Constable Kipper picks himself up and uses his helmet to cover his parts. ''Constable Kipper!'' exclaims Sergeant Cod. ''What on earth are you doing?''
Catkin Silver puts his hand on his Cannon and bows. ''Thank you very much.''
The Wildcat Circus is falling apart. Tents collapse, caravans fold. Jungle-Juiced Jake's getting shagged by his lion. Strelec and Jezdec are knifing each other whilst Vez stands by with a bazooka to take out the winner. The Lettuce Brothers are four middle-aged, balding blokes stripped of their make-up and big floppy shoes and just looking sad. Truss is crawling around on all fours, cut, bruised, blackened by soot, a few broken bones, his clothes in rags. Mistress Thyme bursts from the debris, waving her riding crop, her top hat on fire.

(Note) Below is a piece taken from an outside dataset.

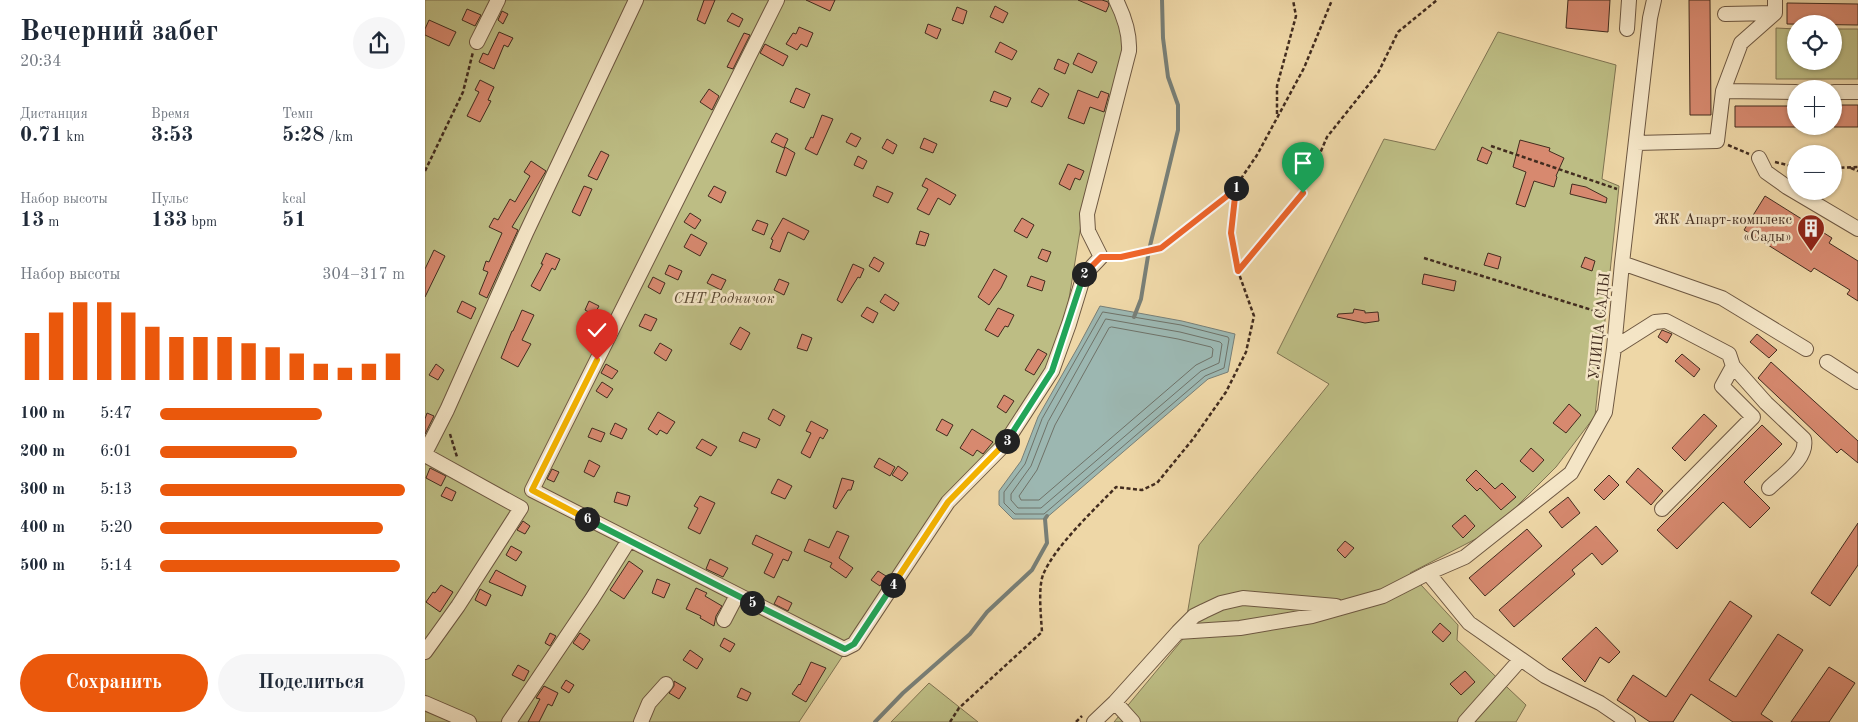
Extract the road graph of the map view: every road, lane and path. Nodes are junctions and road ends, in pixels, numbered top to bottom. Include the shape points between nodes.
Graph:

''Everything stop! I command…..''
''Ah so,'' says Miyumi, ''There's Mistless Time.''
Five camera-phones fire off as one and Thyme, her mouth wide-open in a soundless scream, is captured forever in digital form. But now, emerging slowly, steadily from the silvered slivers of glass, comes Mister Vanilla, fully-clothed in his yellow trousers, his lilac waistcoat, his ruffled pink shirt, the golden watch-chain stretching over his stomachs, his thin, black moustache-tips waxed erect, his thin, black hair plastered onto his scalp with an oil that smells of linseed. He pops a sugared buttercup into his mouth. His half-dozen chins and baby-pink face wobble a greeting.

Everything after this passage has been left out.